Healthcare Consumerism: The Power of Patient Choice

Home/Healthcare Consumerism: The Power of Patient Choice

It is obvious that our healthcare system is not working and fundamental changes have to be made. It is time to redefine what quality healthcare means. Instead of being considered a right perhaps it is time to think of it as a service. Patients are consumers seeking service that is accessible, affordable and innovative from a physician or medical facility that treats them as an informed consumer who should be respected and valued.

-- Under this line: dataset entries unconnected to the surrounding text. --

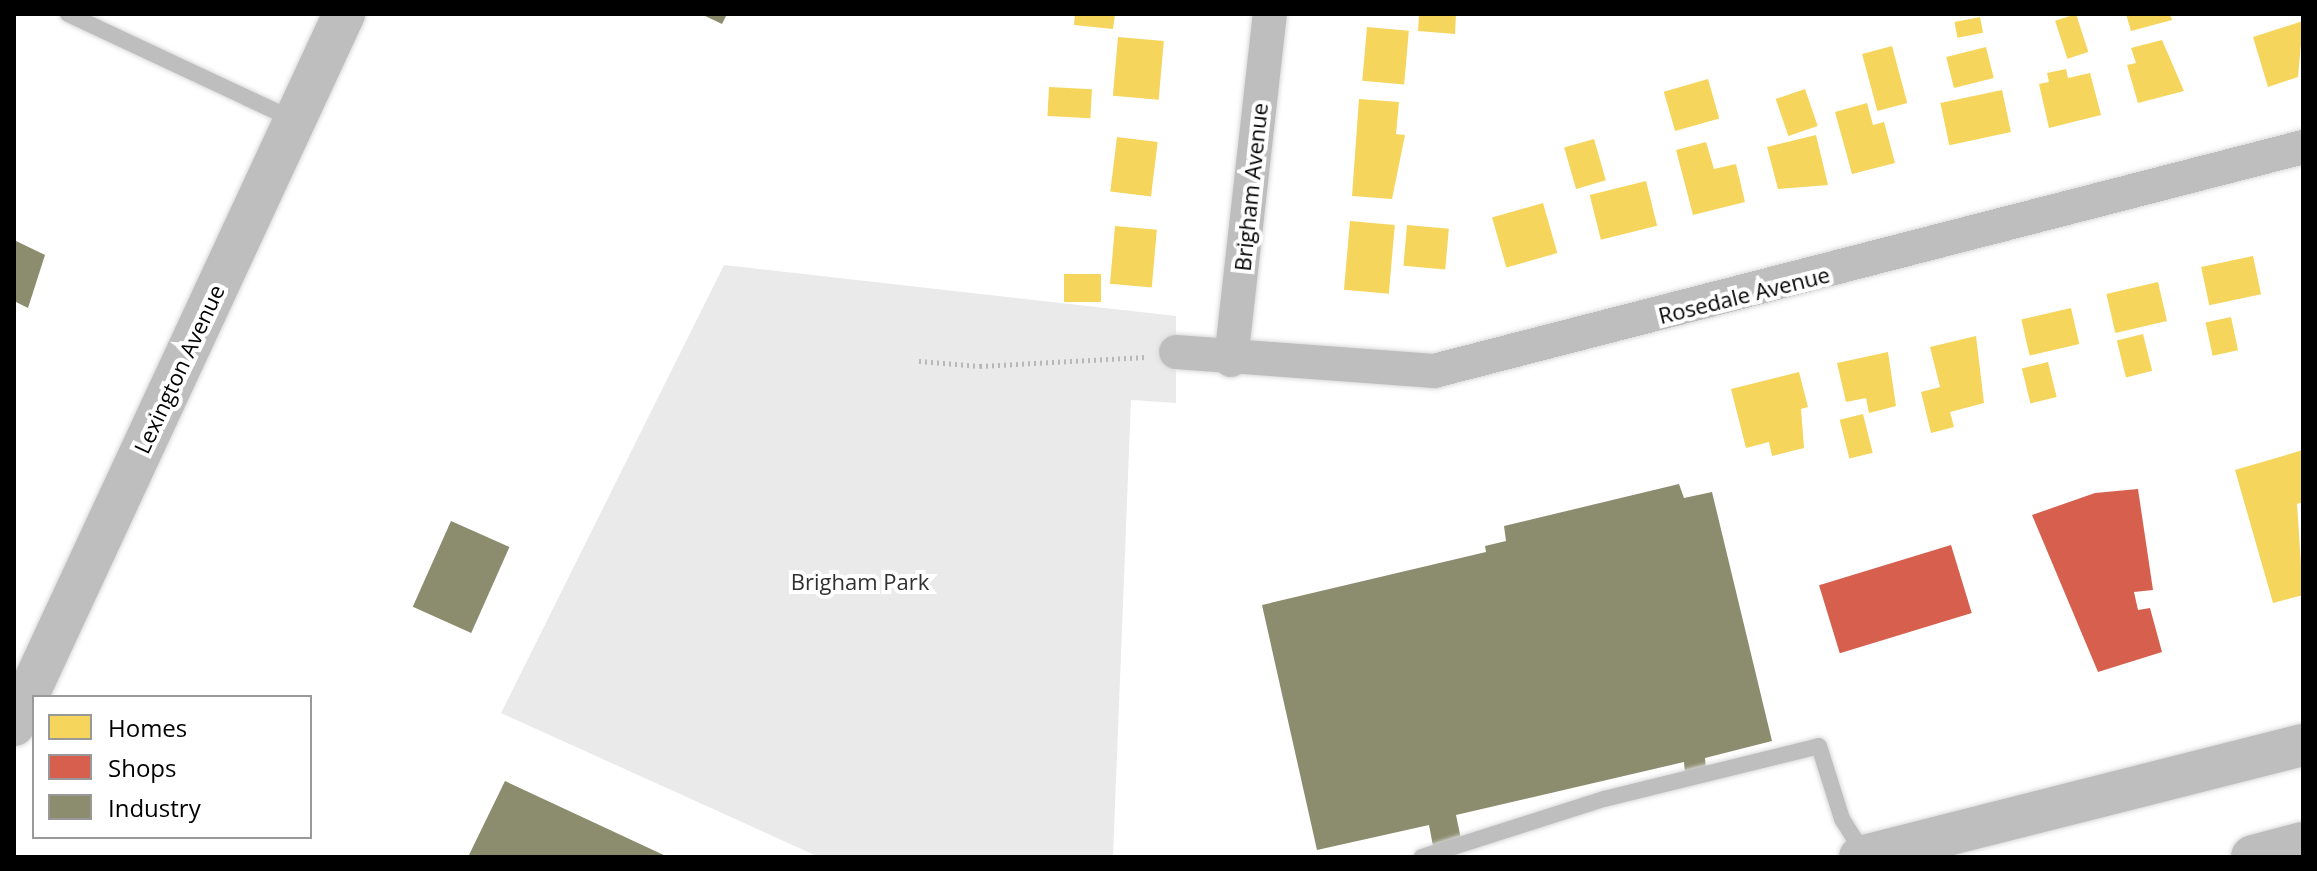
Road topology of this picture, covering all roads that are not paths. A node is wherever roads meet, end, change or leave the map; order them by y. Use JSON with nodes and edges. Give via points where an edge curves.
{"nodes":[{"id":1,"x":68,"y":14,"type":"edge"},
{"id":2,"x":344,"y":14,"type":"edge"},
{"id":3,"x":1270,"y":14,"type":"edge"},
{"id":4,"x":295,"y":120,"type":"junction"},
{"id":5,"x":2303,"y":147,"type":"edge"},
{"id":6,"x":1176,"y":352,"type":"road end"},
{"id":7,"x":1231,"y":360,"type":"junction"},
{"id":8,"x":14,"y":725,"type":"edge"},
{"id":9,"x":2303,"y":745,"type":"edge"},
{"id":10,"x":2303,"y":844,"type":"edge"},
{"id":11,"x":1863,"y":856,"type":"edge"},
{"id":12,"x":1422,"y":857,"type":"edge"},
{"id":13,"x":2253,"y":857,"type":"edge"}],
"edges":[{"from":1,"to":4,"type":"lane"},
{"from":2,"to":4,"type":"street","name":"Lexington Avenue"},
{"from":3,"to":7,"type":"street","name":"Brigham Avenue"},
{"from":4,"to":8,"type":"street","name":"Lexington Avenue"},
{"from":5,"to":7,"type":"street","name":"Rosedale Avenue","via":[[1470,364],[1407,373]]},
{"from":6,"to":7,"type":"street","name":"Rosedale Avenue"},
{"from":9,"to":11,"type":"street"},
{"from":10,"to":13,"type":"main road"},
{"from":11,"to":12,"type":"lane","via":[[1842,819],[1819,746],[1604,799]]}]}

The Affordable Care Act was never about healthcare it was about control. The law was passed in 2010 using a slick campaign of promises that were never meant to be kept including the now familiar tag lines of ‘ if you like your doctor you can keep your doctor’ and ‘affordable health insurance for both uninsured and those uninsurable because of pre-existing health conditions’. In reality, it was a complex mix of taxes that effectively orchestrated a transfer of wealth from the working and middle class to the government in the form of taxes, and to the medical corporate complex (health insurance, Big Pharma and corporate hospitals) in the form of give away in the guise of mandates and corporate welfare.

The ACA is a house of cards that has been sustained by the tried and true method of divide and conquer by separating people into aggrieved interest groups and creating a frame work that creates straw men who can be vilified so that in essence nothing changes because people are driven by anger to look for someone to blame as the cause of the problem instead of creating a foundation that allows people to come together for the common good.

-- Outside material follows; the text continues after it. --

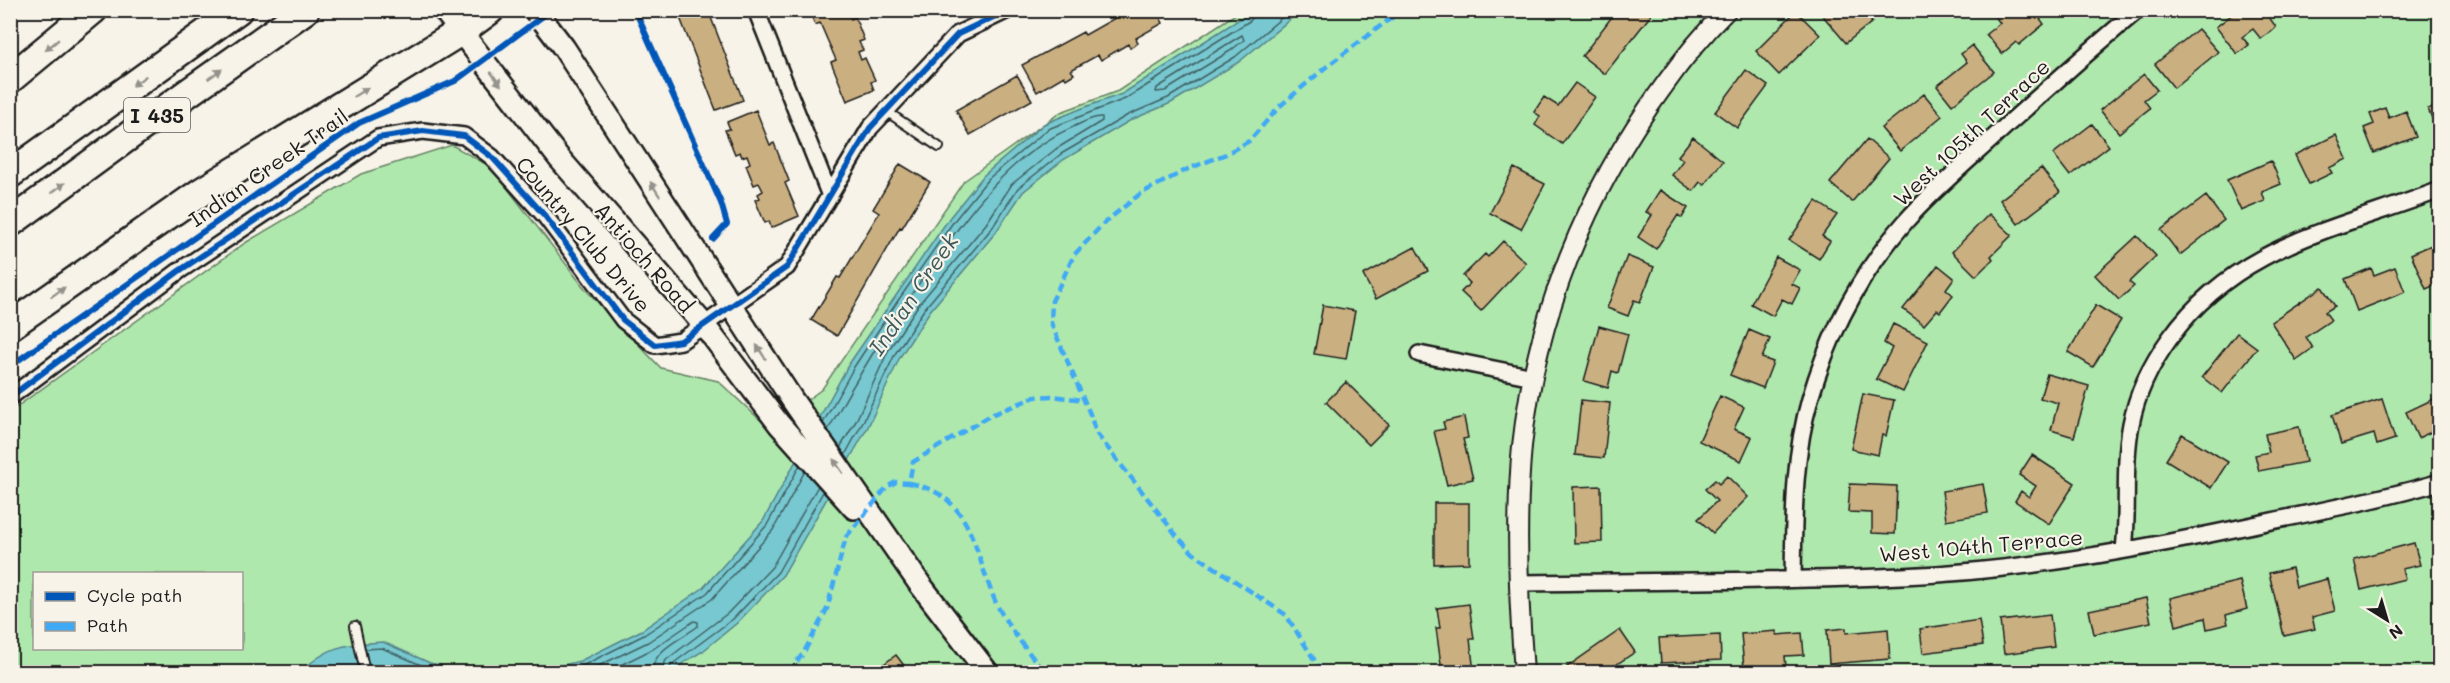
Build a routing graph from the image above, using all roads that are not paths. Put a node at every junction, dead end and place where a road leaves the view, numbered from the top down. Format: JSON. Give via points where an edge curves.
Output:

After seven years of Obamacare questions remain. If we are on the right track then:

Why is the US healthcare system still the most expensive healthcare system in the world yet continues to rank last compared to other western countries?

http://articles.mercola.com/sites/articles/archive/2014/07/02/us-health-care-system-ranking.aspx.

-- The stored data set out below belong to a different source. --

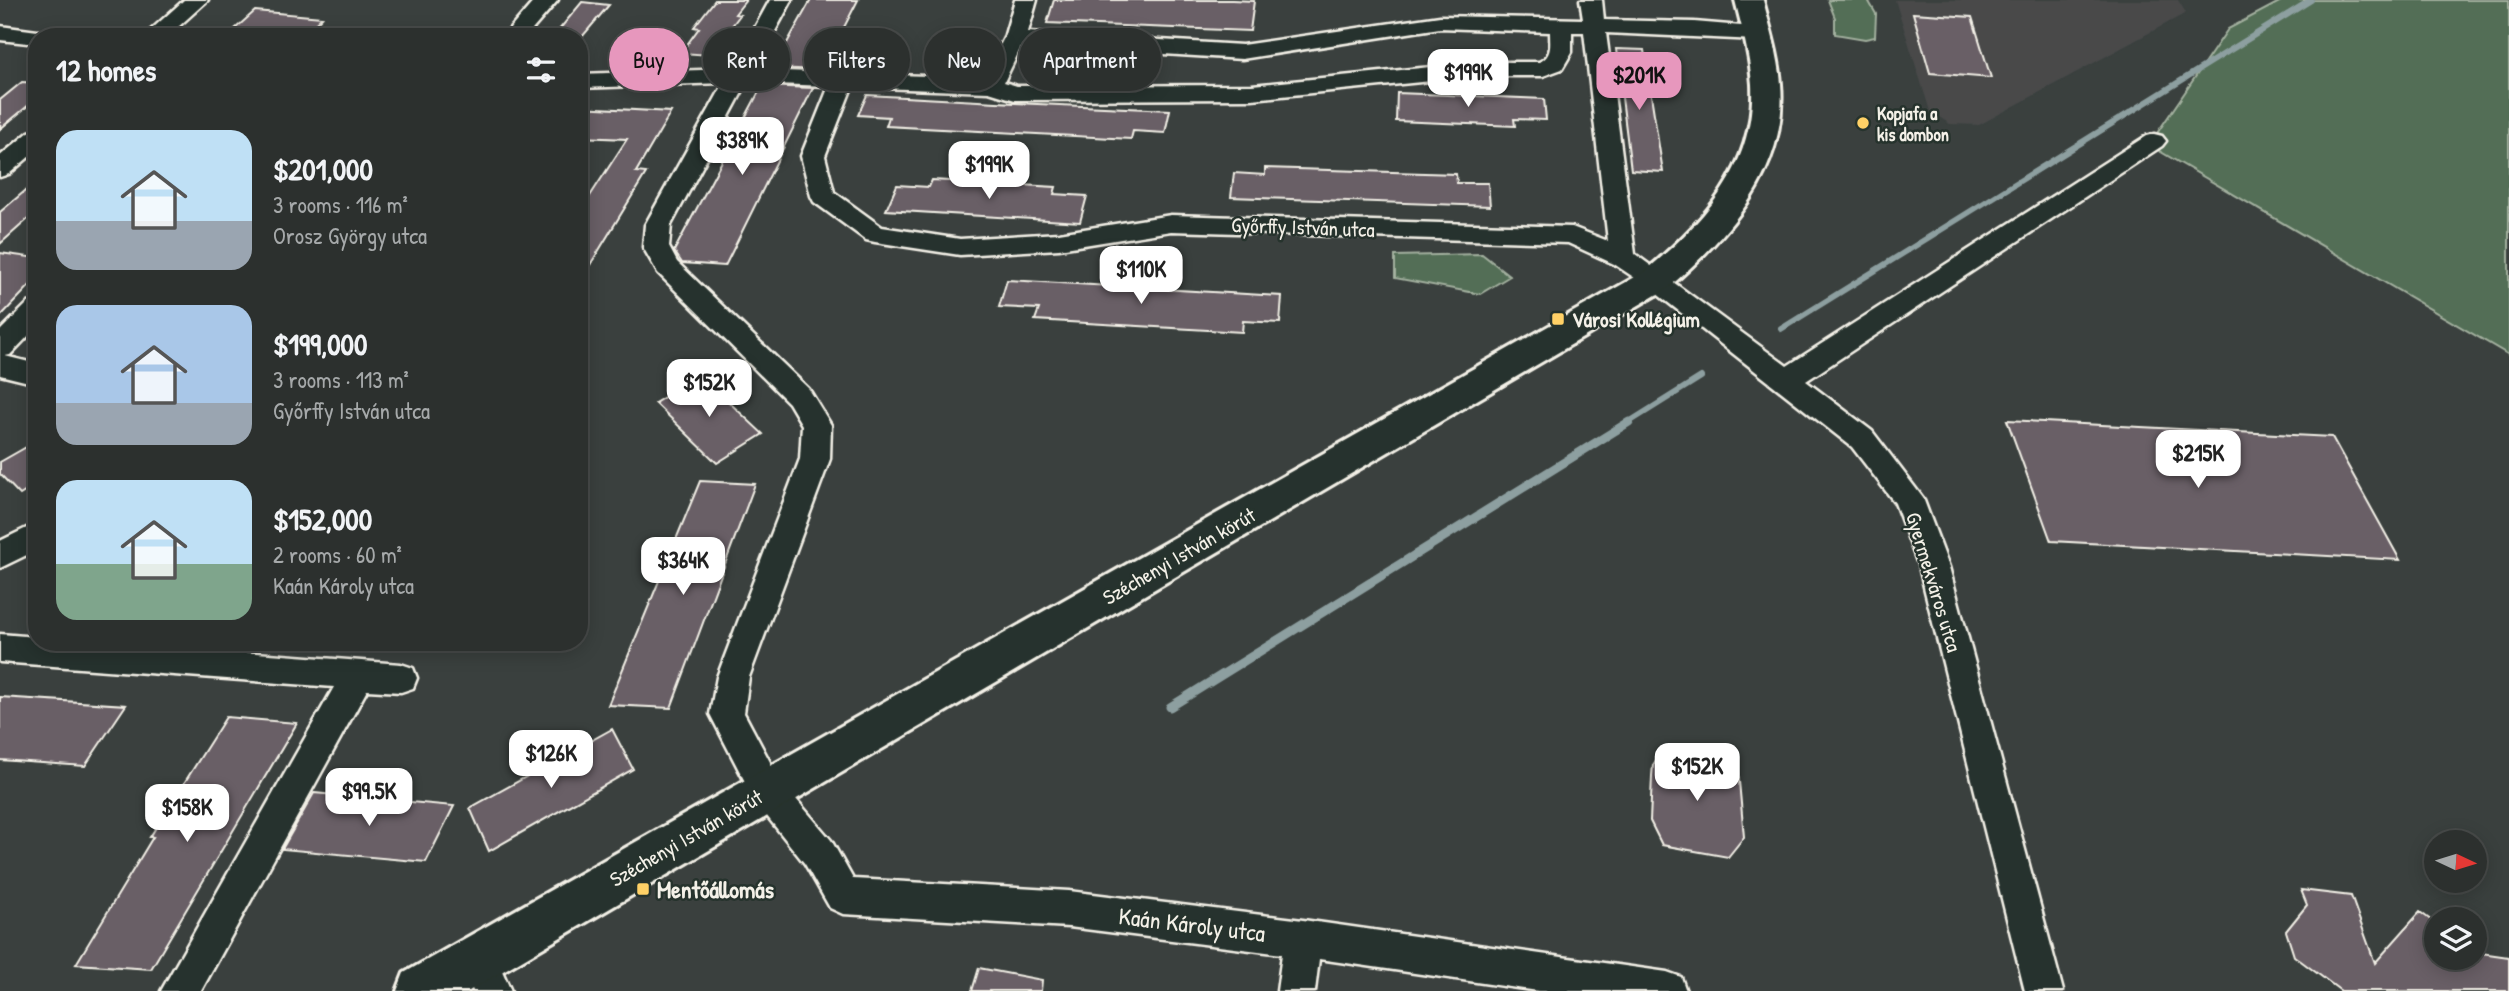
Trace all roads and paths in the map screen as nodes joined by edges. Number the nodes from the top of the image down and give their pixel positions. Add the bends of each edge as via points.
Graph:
1 (197, 0) edge
2 (547, 0) edge
3 (781, 0) edge
4 (1026, 0) edge
5 (1591, 0) edge
6 (1749, 0) edge
7 (1561, 25) junction
8 (1594, 26) junction
9 (164, 28) edge
10 (522, 28) edge
11 (765, 28) edge
12 (0, 33) edge
13 (1757, 33) junction
14 (28, 36) edge
15 (1015, 38) junction
16 (1005, 58) edge
17 (703, 77) edge
18 (588, 81) edge
19 (1005, 90) edge
20 (730, 91) edge
21 (839, 91) edge
22 (2154, 141) dead end
23 (28, 145) edge
24 (0, 169) edge
25 (1623, 258) junction
26 (1656, 280) junction
27 (28, 319) edge
28 (0, 348) edge
29 (0, 365) edge
30 (28, 372) edge
31 (1785, 381) junction
32 (28, 540) edge
33 (0, 556) edge
34 (0, 648) edge
35 (28, 650) edge
36 (40, 651) edge
37 (358, 675) junction
38 (401, 678) dead end
39 (767, 790) junction
40 (1303, 937) junction
41 (485, 975) edge
42 (180, 991) edge
43 (422, 991) edge
44 (1296, 991) edge
45 (1667, 991) edge
46 (2044, 991) edge

1 - 9 street
2 - 10 street
3 - 11 street
4 - 15 street
5 - 8 street
6 - 13 street, Széchenyi István körút
7 - 8 street
7 - 15 street via 1440,22 1242,52
7 - 19 street via 1561,52 1554,64 1543,69 1481,69 1252,92
8 - 13 street
8 - 25 street
12 - 14 street
13 - 26 street, Széchenyi István körút via 1767,93 1763,136 1748,179 1723,219
15 - 16 street
17 - 18 street
20 - 39 street via 658,225 656,247 667,267 799,396 819,431 815,459 733,677 727,713
21 - 25 street, Győrffy István utca via 814,156 823,196 875,234 960,247 1059,241 1171,223 1558,234 1572,235
22 - 31 street
23 - 24 street
25 - 26 street, Győrffy István utca
26 - 31 street, Gyermekváros utca
26 - 39 street, Széchenyi István körút
27 - 28 street
29 - 30 street
31 - 46 street, Gyermekváros utca via 1862,439 1908,498 1934,567
32 - 33 street
34 - 35 street
36 - 37 street
37 - 38 street
37 - 42 street
39 - 40 street, Kaán Károly utca via 818,852 843,895 1069,909
39 - 41 street, Széchenyi István körút
40 - 44 street
40 - 45 street, Kaán Károly utca
41 - 43 street, Széchenyi István körút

Why do Americans continue to pay more for prescription medication then everyone else?

https://mic.com/articles/125688/here-s-how-much-more-the-us-spends-on-medicine-than-everyone-else-in-6-charts#.FzfujXJKE

Why does the US have the highest first day infant mortality rate in the industrialized world?

http://www.cbsnews.com/news/us-has-highest-first-day-infant-mortality-out-of-industrialized-world-group-reports/

If the goal is to fix our health care system. It is time to be honest. The healthcare system MUST begin to focus on the doctor patient relationship. If that remains fractured then everything that we want to do to build a viable, affordable, efficient and functional healthcare system will fail.

The Challenge:

The major problem with Obamacare was the presumption that having health insurance equals access to quality healthcare – it does not.

The structure of our health insurance model is based on inflated charges. It should not cost a patient 10-15 times more to have the same service performed in a hospital or satellite facility owned by a hospital compared to an independent free standing facility or independent physician’s office.

The Alternative:

The costs of healthcare will never be able to be controlled until the true costs are made transparent. It is past time for all medical services to be listed so that patients can become healthcare consumers. When patients are given the power to decide how much they want to spend for medical services that will encourage free market competition which will exert a downward pressure on cost. This is already happening within independent physician practices (direct primary care DPC practices, cash pay practices and surgery centers where patients can save 50-80% compared to services offered by hospitals, hospital owned physician practices, surgery centers, radiology centers and labs.

The Challenge:

The Obamacare subsidies to pay for premiums have done nothing to lower the out of pocket costs for patients. In fact deductibles and co-insurance have continued to rise. This has led to self-rationing by patients. They simply forgo procedures, stop taking medications and put off going to see the doctor because they can’t afford it.

The Alternative:

The Current administration made a positive step by getting rid of the mandate and the fines forcing people to pay for a product they can’t afford. However, the new changes do not address the problems of access to physicians (narrow physician networks) or high out of pocket costs in the form of deductibles and co-insurance. In addition, the inability of Congress to offer alternatives is creating unnecessary anxiety.

One of the fastest ways to lower costs would be to change the mix of the risk pools by changing the rule for keeping kids on their parents insurance until age 26. Lowering the age to 23 is a compromise that would give insurance companies access to a younger and healthier patient pool that could lower premiums for everyone

Catastrophic coverage plans would encourage younger and healthier people to purchase insurance instead of going without.

The alternative to the centralized one size fits all big government approach would be to allow for choice. On the one hand for those who like Obamacare allow them to keep it by expanding Medicare and Medicaid. For those who don’t want it, allow them the freedom to choose medical cost sharing, a non-insurance alternative; health savings accounts (HSAs) that can be unhooked from insurance companies so that patients can use their money for whatever medical care they want to use it for – commercial insurance, cash paying/DPC practices, alternative medical care, medical cost sharing, medical tourism or telemedicine.

The best way to lower costs is for patients to become healthcare consumers to have direct control of both their pocket book and healthcare choices. True value, innovation, and cost control will happen when patients are free to determine what works best for them.